*** Records to use ***
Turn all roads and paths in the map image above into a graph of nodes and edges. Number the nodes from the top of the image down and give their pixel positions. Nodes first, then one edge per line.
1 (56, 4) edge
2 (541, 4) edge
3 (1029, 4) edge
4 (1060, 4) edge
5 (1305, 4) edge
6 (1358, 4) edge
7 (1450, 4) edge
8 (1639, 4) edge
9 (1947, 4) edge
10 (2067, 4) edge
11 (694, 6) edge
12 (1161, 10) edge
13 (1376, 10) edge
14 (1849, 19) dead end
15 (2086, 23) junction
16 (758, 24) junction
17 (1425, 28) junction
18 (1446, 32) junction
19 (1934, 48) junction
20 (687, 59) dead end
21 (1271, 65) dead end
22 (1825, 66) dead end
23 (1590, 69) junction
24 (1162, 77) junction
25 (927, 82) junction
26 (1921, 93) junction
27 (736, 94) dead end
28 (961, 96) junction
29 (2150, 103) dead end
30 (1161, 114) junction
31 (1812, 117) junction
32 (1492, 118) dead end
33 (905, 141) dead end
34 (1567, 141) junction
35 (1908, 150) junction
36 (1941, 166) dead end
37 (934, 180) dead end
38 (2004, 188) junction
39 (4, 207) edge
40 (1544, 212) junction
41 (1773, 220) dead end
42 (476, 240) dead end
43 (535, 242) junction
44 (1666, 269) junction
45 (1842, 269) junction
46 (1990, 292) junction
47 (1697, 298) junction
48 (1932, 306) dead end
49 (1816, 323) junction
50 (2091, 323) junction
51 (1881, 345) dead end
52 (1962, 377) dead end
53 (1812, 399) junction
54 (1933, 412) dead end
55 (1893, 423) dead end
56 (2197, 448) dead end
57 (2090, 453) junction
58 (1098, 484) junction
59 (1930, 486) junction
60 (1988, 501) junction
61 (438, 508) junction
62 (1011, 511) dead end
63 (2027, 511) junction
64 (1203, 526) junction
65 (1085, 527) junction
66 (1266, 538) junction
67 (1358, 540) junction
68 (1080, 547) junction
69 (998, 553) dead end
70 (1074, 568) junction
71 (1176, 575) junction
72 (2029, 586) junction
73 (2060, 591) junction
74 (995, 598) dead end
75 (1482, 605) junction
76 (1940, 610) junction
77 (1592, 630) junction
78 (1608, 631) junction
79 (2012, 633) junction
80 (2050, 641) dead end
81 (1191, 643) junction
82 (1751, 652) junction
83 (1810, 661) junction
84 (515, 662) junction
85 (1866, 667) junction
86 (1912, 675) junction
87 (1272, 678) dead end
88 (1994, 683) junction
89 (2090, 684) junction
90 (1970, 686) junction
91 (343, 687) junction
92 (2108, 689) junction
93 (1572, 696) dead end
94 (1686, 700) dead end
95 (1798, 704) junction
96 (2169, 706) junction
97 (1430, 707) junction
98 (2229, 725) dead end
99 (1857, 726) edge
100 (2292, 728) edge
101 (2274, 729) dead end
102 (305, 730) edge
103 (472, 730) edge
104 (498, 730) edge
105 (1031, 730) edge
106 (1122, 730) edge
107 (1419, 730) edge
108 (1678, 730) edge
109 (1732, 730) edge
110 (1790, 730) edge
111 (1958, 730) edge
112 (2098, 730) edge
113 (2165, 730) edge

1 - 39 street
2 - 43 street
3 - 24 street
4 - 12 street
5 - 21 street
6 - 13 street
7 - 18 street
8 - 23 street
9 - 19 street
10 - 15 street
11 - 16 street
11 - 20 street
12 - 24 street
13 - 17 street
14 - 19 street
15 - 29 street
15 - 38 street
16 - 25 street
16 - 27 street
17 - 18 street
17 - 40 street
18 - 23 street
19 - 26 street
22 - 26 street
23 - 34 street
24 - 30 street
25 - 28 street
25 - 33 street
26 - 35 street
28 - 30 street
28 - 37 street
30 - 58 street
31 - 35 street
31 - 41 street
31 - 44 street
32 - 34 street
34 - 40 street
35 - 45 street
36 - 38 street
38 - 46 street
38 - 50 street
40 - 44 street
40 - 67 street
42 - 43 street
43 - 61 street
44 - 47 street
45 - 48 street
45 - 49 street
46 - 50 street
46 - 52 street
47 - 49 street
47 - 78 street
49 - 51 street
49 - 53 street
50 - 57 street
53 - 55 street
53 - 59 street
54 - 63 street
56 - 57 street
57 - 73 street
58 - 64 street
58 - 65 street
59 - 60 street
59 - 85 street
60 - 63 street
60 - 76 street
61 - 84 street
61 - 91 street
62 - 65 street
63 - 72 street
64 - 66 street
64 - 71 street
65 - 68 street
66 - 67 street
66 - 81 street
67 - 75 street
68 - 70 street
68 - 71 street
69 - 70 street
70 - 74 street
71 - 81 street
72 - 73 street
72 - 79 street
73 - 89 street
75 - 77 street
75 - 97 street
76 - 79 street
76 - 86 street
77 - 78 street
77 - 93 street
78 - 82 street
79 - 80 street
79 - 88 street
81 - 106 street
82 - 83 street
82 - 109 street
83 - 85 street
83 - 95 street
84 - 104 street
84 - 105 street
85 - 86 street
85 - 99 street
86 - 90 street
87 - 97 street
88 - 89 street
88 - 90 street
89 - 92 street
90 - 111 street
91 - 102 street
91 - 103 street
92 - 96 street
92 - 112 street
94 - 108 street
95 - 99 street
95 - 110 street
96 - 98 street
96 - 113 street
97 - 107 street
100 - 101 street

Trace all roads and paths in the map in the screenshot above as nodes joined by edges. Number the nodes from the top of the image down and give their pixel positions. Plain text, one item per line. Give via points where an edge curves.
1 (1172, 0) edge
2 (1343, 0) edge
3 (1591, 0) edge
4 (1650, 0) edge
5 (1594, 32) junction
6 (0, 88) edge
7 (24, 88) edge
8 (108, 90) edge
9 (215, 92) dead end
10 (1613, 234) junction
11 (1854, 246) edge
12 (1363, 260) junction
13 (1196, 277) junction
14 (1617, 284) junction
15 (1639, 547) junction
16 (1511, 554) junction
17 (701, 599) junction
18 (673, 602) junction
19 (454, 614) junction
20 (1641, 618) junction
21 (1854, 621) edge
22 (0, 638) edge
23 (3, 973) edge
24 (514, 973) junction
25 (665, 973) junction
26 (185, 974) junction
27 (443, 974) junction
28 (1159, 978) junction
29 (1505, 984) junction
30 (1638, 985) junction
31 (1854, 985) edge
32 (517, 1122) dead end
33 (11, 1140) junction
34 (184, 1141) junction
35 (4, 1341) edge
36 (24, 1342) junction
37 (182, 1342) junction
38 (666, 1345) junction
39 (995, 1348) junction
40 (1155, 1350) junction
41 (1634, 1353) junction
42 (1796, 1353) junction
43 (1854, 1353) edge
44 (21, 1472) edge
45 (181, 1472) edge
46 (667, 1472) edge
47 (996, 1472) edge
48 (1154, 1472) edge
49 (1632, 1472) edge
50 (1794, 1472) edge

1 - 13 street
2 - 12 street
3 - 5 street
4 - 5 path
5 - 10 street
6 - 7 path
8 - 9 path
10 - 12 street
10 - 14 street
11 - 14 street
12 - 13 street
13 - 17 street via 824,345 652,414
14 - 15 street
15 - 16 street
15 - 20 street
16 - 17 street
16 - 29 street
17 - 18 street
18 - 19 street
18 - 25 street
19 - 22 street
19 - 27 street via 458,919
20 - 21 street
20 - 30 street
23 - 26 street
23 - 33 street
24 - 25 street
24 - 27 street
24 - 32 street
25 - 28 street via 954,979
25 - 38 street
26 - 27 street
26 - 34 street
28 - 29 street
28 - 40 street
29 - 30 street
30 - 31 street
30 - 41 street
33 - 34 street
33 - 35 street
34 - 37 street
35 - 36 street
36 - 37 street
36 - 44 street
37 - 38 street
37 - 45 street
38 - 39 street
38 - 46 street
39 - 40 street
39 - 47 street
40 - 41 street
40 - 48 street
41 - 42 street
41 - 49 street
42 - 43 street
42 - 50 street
*** End of Records to use ***
What the answer needs is every line from the data above with "roads" in it.

Turn all roads and paths in the map image above into a graph of nodes and edges. Number the nodes from the top of the image down and give their pixel positions. Nodes first, then one edge per line.
Trace all roads and paths in the map in the screenshot above as nodes joined by edges. Number the nodes from the top of the image down and give their pixel positions. Plain text, one item per line. Give via points where an edge curves.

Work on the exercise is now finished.